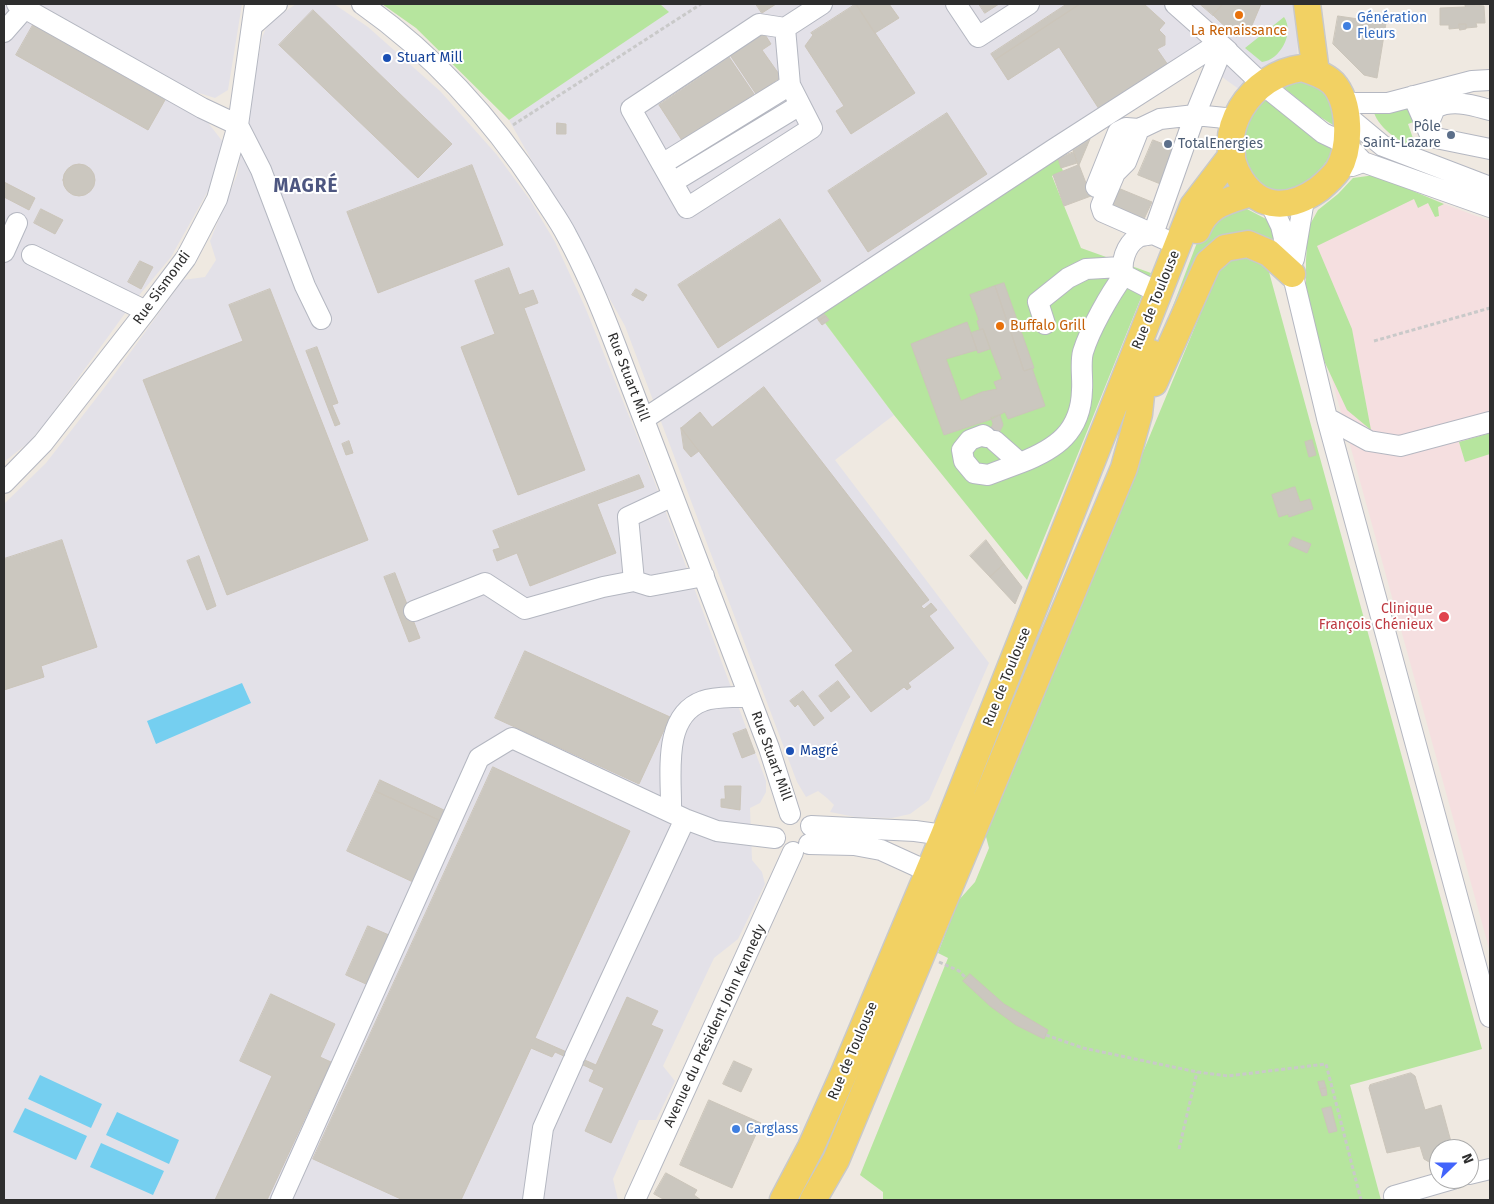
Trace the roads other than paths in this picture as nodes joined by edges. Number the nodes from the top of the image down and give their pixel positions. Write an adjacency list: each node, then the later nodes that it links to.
1 (255, 4): 11 (street, Rue Sismondi)
2 (277, 4): 11 (street)
3 (362, 4): 49 (street, Rue Stuart Mill)
4 (822, 4): 12 (street)
5 (956, 4): 6 (street)
6 (1029, 4)
7 (1175, 4): 14 (street)
8 (1293, 4): 18 (main road)
9 (1307, 4): 15 (main road)
10 (21, 6): 13 (street); 24 (street)
11 (252, 26): 24 (street, Rue Sismondi)
12 (785, 28): 17 (street); 30 (street)
13 (4, 32)
14 (1221, 45): 18 (street); 23 (street); 49 (street)
15 (1316, 72): 18 (main road); 21 (main road)
16 (1490, 80): 19 (street)
17 (790, 84): 20 (street); 30 (street)
18 (1261, 90): 23 (street); 28 (street); 29 (main road)
19 (1413, 96): 21 (street); 25 (street)
20 (800, 106): 31 (street); 31 (street)
21 (1345, 109): 26 (street); 28 (main road)
22 (1490, 110): 25 (street)
23 (1195, 114): 37 (street); 37 (street)
24 (238, 125): 44 (street, Rue Sismondi); 45 (street)
25 (1427, 127): 27 (street)
26 (1383, 146): 28 (street); 32 (street)
27 (1490, 149)
28 (1354, 153): 34 (main road); 35 (street)
29 (1232, 155): 33 (main road); 38 (main road, Rue de Toulouse)
30 (662, 164): 31 (street)
31 (673, 182)
32 (1490, 187)
33 (1260, 198): 34 (main road, Rue de Toulouse); 42 (street); 47 (main road, Rue de Toulouse)
34 (1304, 200): 42 (street)
35 (1490, 208)
36 (16, 223): 39 (street)
37 (1153, 234): 38 (street); 41 (street)
38 (1178, 245): 43 (main road, Rue de Toulouse)
39 (4, 252)
40 (32, 255): 44 (street)
41 (1123, 271): 43 (street); 46 (street); 51 (street)
42 (1292, 274): 47 (main road); 48 (street)
43 (1159, 293): 60 (main road, Rue de Toulouse)
44 (150, 307): 52 (street, Rue Sismondi)
45 (321, 319)
46 (1045, 324)
47 (1139, 414): 63 (main road, Rue de Toulouse)
48 (1327, 418): 50 (street); 65 (street)
49 (644, 419): 53 (street, Rue Stuart Mill)
50 (1490, 422)
51 (1020, 463): 51 (street)
52 (4, 483)
53 (674, 496): 54 (street, Rue Stuart Mill); 55 (street)
54 (704, 576): 55 (street); 57 (street, Rue Stuart Mill)
55 (634, 581): 56 (street)
56 (414, 611)
57 (749, 696): 58 (street, Rue Stuart Mill); 59 (street)
58 (790, 814): 61 (street); 62 (street)
59 (678, 815): 61 (street); 68 (street); 69 (street)
60 (944, 835): 62 (street); 63 (street); 64 (main road, Rue de Toulouse)
61 (775, 838): 62 (street)
62 (805, 841): 64 (street); 70 (street, Avenue du Président John Kennedy)
63 (961, 859): 64 (street); 72 (main road, Rue de Toulouse)
64 (927, 871): 71 (main road, Rue de Toulouse)
65 (1490, 1017)
66 (1429, 1186): 67 (street)
67 (1394, 1196)
68 (281, 1200)
69 (533, 1200)
70 (635, 1200)
71 (783, 1200)
72 (813, 1200)

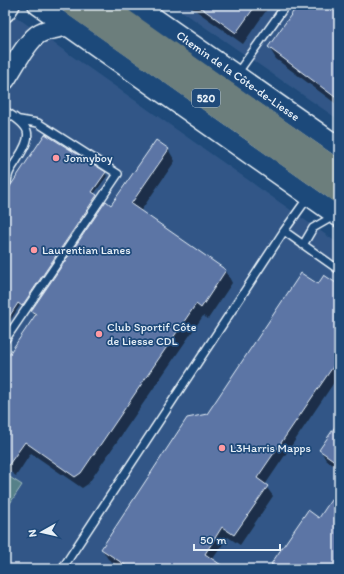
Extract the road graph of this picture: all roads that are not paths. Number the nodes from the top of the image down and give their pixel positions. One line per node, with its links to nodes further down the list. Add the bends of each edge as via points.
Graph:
1 (10, 5): 7 (main road)
2 (72, 5): 16 (highway, 520)
3 (102, 5): 14 (highway, 520)
4 (136, 5): 9 (main road, Chemin de la Côte-de-Liesse)
5 (286, 5): 9 (lane)
6 (39, 6): 8 (main road)
7 (5, 12)
8 (67, 26): 10 (main road, via 35,36); 17 (main road)
9 (236, 75): 13 (main road, Chemin de la Côte-de-Liesse)
10 (5, 80)
11 (5, 111): 12 (lane)
12 (20, 120): 15 (lane, via 28,135 26,147 9,172); 22 (lane, via 38,123 118,174)
13 (338, 144)
14 (339, 172)
15 (5, 186)
16 (339, 192)
17 (309, 196): 18 (main road); 19 (lane)
18 (338, 216): 20 (lane, via 314,228)
19 (284, 231): 20 (lane); 23 (lane)
20 (303, 244): 21 (lane)
21 (339, 270)
22 (5, 340)
23 (62, 569)

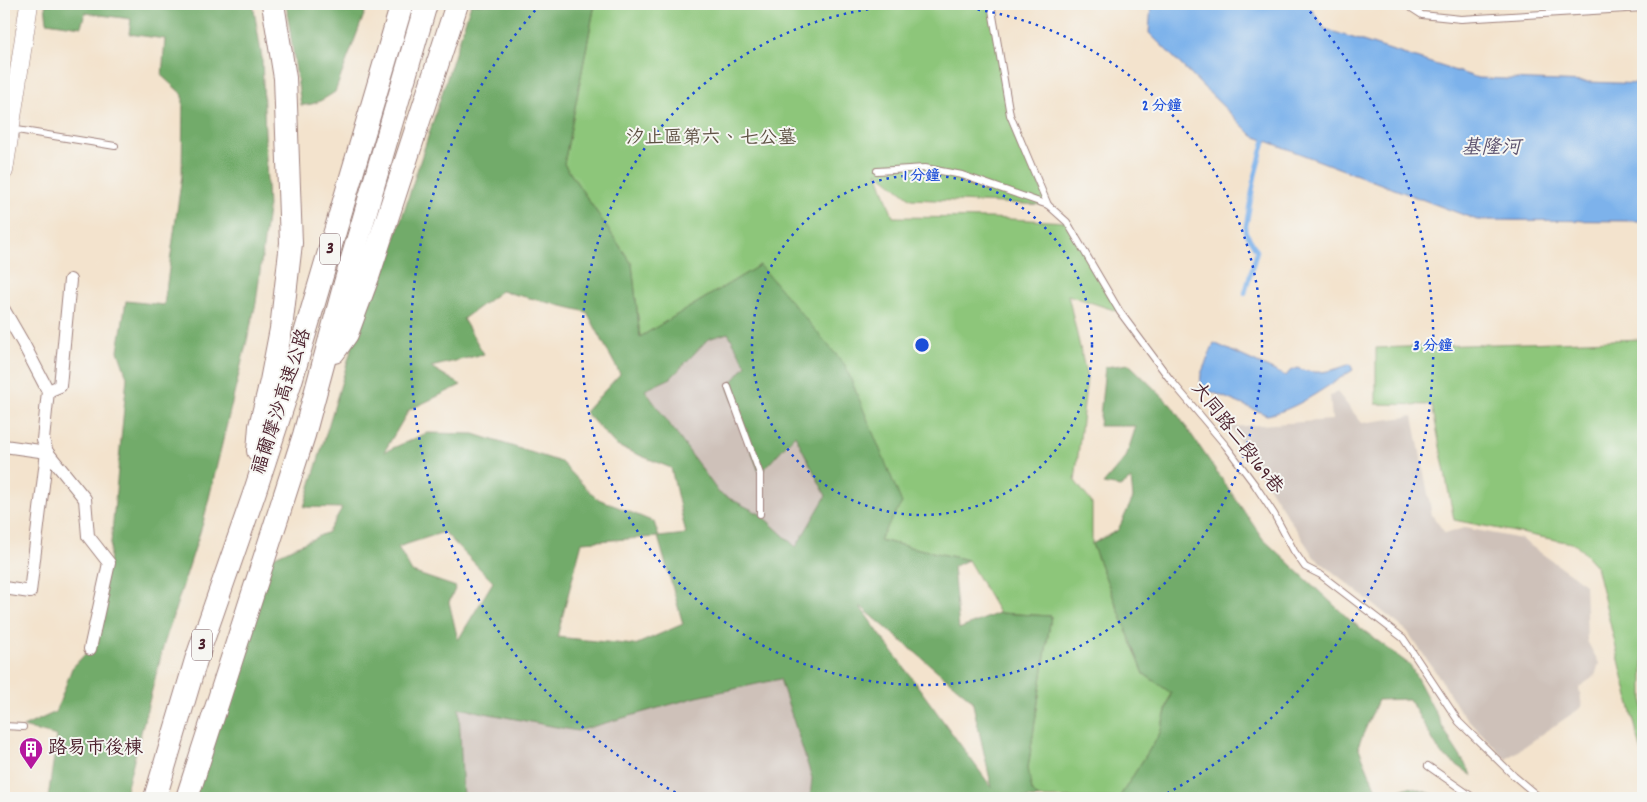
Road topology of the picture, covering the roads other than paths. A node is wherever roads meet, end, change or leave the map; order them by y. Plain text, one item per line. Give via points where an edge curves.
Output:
1 (28, 4) edge
2 (273, 4) edge
3 (402, 4) edge
4 (426, 4) edge
5 (457, 4) edge
6 (991, 4) edge
7 (1405, 4) edge
8 (1643, 8) edge
9 (10, 129) junction
10 (115, 146) dead end
11 (4, 171) edge
12 (877, 171) dead end
13 (1048, 205) junction
14 (70, 280) dead end
15 (4, 310) edge
16 (322, 369) junction
17 (728, 387) dead end
18 (48, 392) junction
19 (4, 446) edge
20 (48, 452) junction
21 (254, 494) junction
22 (760, 514) dead end
23 (4, 588) edge
24 (90, 649) dead end
25 (4, 726) edge
26 (22, 727) dead end
27 (1428, 766) dead end
28 (156, 798) edge
29 (187, 798) edge
30 (1474, 798) edge
31 (1540, 798) edge

1 - 9 street
2 - 21 highway via 285,78 291,243 281,329 260,426
3 - 21 highway, 福爾摩沙高速公路 / 3 via 291,381
4 - 16 highway, 福爾摩沙高速公路 / 3
5 - 16 highway via 347,334
6 - 13 lane via 1010,115
7 - 8 lane via 1422,15 1461,18
9 - 10 lane
9 - 11 street
12 - 13 lane, 大同路二段169巷 via 925,168 962,175
13 - 31 lane, 大同路二段169巷 via 1067,222 1120,312 1163,370 1255,484 1305,567 1321,575 1403,638 1459,722
14 - 18 street via 60,386
15 - 18 street
16 - 29 highway, 福爾摩沙高速公路 / 3 via 304,435
17 - 22 lane via 760,474
18 - 20 street via 43,440
19 - 20 street
20 - 23 street via 30,592
20 - 24 street via 86,499 88,536 109,563
21 - 28 highway, 福爾摩沙高速公路 / 3 via 196,660
25 - 26 lane
27 - 30 lane

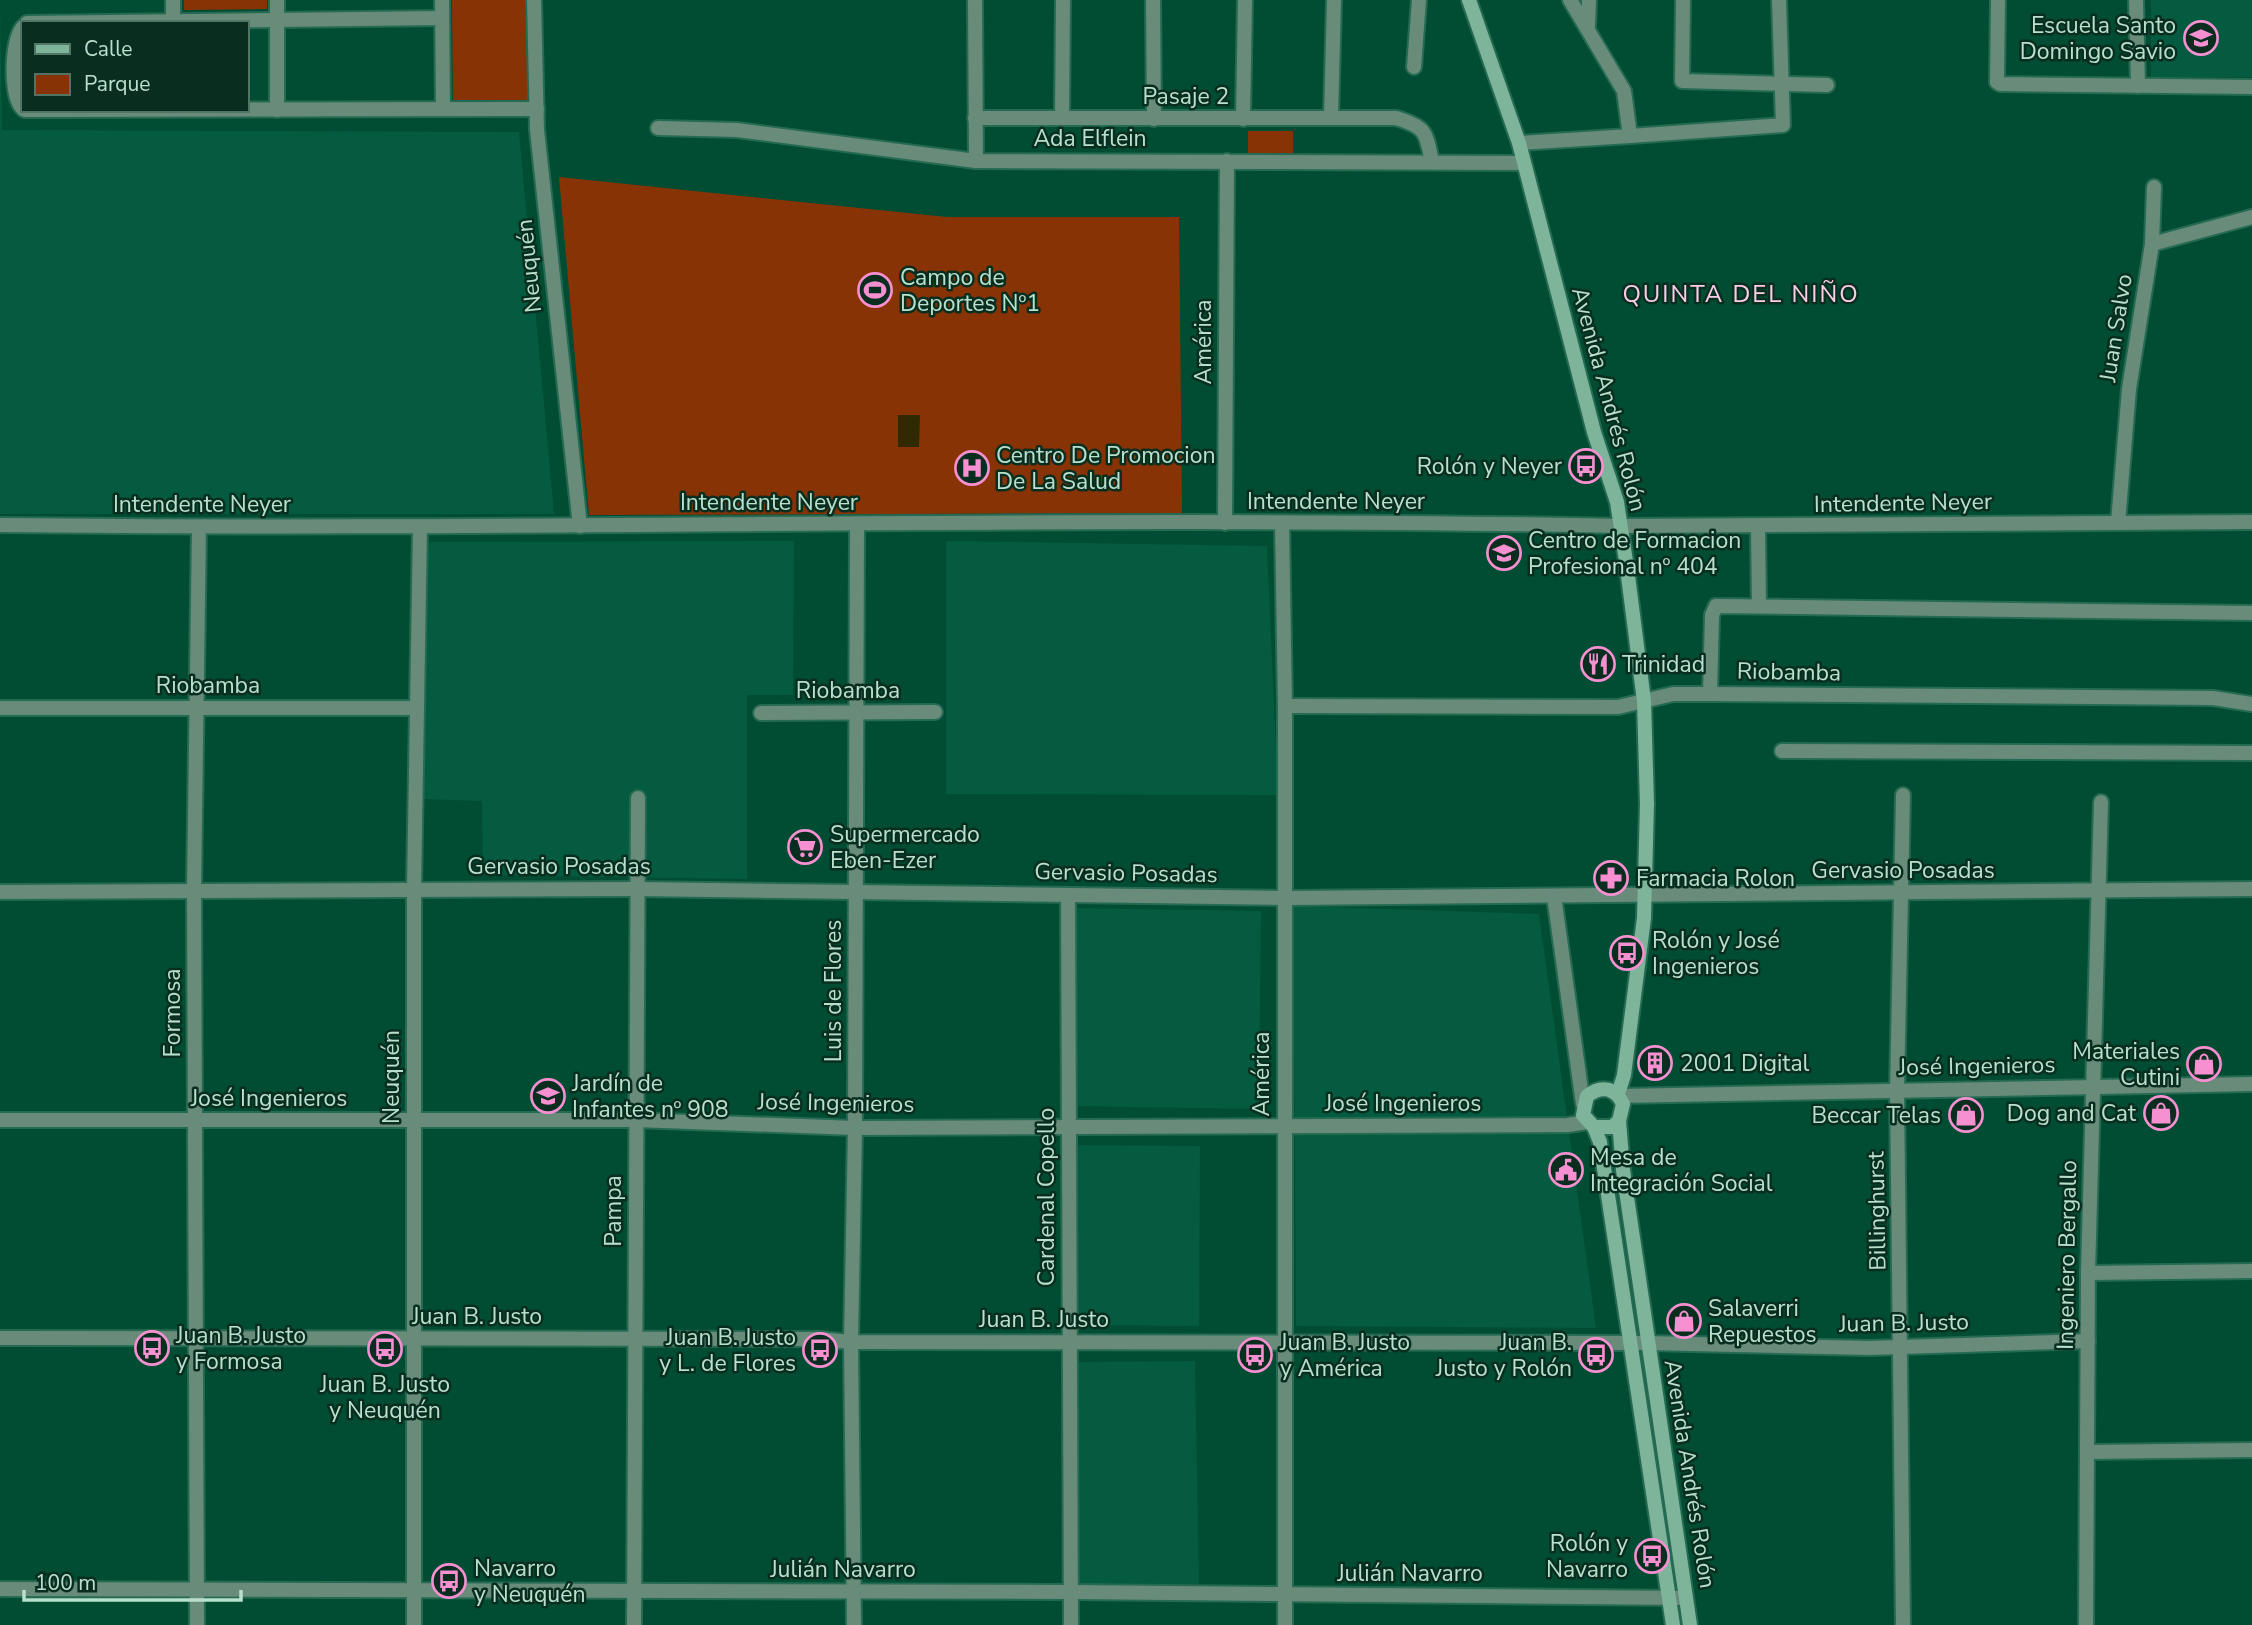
——————————
*YOUR TASK*
Search the records above for the string "Mill". Copy every line that contains it.

*WRITTEN ANSWER*
3 (362, 4): 49 (street, Rue Stuart Mill)
49 (644, 419): 53 (street, Rue Stuart Mill)
53 (674, 496): 54 (street, Rue Stuart Mill); 55 (street)
54 (704, 576): 55 (street); 57 (street, Rue Stuart Mill)
57 (749, 696): 58 (street, Rue Stuart Mill); 59 (street)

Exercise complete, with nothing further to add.